What is an ordinary recess?
An ordinary recess may include situations where:
- there is a brief interruption in a continuous period of work
- there is a period of rest that occurs in the normal working day
- it normally occurs at regular times (eg lunch or afternoon tea break)
- it is recognised by established practice in the workplace
- it is taken with the express or implied permission of the employer.
In this matter, the court held that a chef who worked from 9am to 3pm and from 5pm to 9pm with a break between the shifts, was not on an ‘ordinary recess’ when injured during the time between the shifts. Mahoney JA considered:
The term “recess” as ordinarily used is not, in my opinion, appropriate to describe the period of time that exists between the end of one shift and the beginning of the next shift worked by the worker. Ordinarily, “recess” is used to denote a break in the actual execution of work during a period of time when the worker is in the course of his employment.

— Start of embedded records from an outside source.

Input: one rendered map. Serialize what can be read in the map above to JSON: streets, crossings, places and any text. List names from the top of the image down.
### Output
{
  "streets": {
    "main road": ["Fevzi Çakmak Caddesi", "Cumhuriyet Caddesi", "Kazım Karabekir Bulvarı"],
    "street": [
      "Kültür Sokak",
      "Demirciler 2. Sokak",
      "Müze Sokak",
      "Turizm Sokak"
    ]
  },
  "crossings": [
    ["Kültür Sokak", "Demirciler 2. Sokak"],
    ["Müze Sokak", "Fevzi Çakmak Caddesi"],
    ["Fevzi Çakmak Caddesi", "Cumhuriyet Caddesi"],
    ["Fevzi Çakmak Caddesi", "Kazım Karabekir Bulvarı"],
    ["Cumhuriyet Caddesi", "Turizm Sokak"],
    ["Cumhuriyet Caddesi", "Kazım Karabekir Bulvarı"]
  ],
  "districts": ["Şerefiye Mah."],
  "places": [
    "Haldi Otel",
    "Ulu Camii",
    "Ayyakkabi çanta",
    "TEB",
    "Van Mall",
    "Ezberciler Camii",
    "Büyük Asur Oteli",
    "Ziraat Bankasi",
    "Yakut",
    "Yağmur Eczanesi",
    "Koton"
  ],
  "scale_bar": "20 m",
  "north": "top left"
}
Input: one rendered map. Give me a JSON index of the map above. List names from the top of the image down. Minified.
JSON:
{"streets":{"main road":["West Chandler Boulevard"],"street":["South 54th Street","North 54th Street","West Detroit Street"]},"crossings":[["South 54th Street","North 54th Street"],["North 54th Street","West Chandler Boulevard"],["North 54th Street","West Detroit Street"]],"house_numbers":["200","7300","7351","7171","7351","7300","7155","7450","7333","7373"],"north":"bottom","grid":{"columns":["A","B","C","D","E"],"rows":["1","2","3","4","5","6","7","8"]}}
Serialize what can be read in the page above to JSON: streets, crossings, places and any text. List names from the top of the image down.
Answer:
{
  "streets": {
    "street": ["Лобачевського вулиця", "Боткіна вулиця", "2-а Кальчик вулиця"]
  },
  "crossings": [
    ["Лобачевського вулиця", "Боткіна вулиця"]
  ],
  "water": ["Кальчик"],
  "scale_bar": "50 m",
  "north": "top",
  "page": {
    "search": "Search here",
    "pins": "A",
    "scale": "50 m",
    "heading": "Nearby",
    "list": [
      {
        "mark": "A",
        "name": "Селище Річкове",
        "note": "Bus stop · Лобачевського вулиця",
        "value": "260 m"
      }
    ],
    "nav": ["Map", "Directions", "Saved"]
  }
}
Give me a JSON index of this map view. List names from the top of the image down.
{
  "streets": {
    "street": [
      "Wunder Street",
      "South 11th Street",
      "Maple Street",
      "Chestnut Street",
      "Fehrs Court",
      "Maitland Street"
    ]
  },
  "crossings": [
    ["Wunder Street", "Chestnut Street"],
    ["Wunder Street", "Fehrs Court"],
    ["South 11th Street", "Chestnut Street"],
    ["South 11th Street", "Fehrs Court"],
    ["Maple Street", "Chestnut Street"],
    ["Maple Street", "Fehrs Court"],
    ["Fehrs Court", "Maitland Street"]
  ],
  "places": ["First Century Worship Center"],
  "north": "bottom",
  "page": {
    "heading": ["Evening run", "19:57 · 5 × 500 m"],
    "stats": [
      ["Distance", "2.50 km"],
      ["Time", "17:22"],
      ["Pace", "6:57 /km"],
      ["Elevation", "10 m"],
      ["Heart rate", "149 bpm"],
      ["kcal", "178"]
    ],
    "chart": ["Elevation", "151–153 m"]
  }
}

In this matter, the worker was an irrigation foreman on a rural property who had worked for a couple of hours in the morning. He was planning on returning in the evening to work for another couple of hours. He was paid only for the hours he worked and not for the time in between.
The worker lived close to the rural property. The employer telephoned the worker at home and invited him to a picnic at the property. The worker accepted the invitation. The worker was injured while boating on a dam at the property during the picnic.
Judge Burke considered that the injury did not occur during an interval in one continuous period of work, but rather during the time between two different periods of work.
What is an authorised absence?
An authorised absence may include situations where:
- there is an abnormal break in work which has been authorised by the employer
- it is brief in duration
- it varies from normal practice.
A worker was injured in a motor vehicle accident while on the way to a doctor’s appointment. The worker’s supervisor had approved the worker taking time to visit the doctor. The worker had intended to return to work following the appointment.
It was considered that an authorised absence was ‘not a “normal recess” but an unusual absence of a temporary nature … for which the employer’s permission has been forthcoming.’
Abnormal risk of injury
The worker must establish that they did not subject themselves to an abnormal risk of injury. This is an objective test that is determined having regard to the facts of the case.
A worker will likely have subjected themselves to an abnormal risk of injury where they:
- knowingly and intentionally subjected themselves to an abnormal risk of injury, and
- made more than a simple or careless error in judgement.
A worker must have knowledge of the risk, and a determination to proceed in disregard of its consequences.
In this case, it was held that the worker had subjected herself to an abnormal risk of injury when attempting to cross a busy six-lane highway during her lunch break.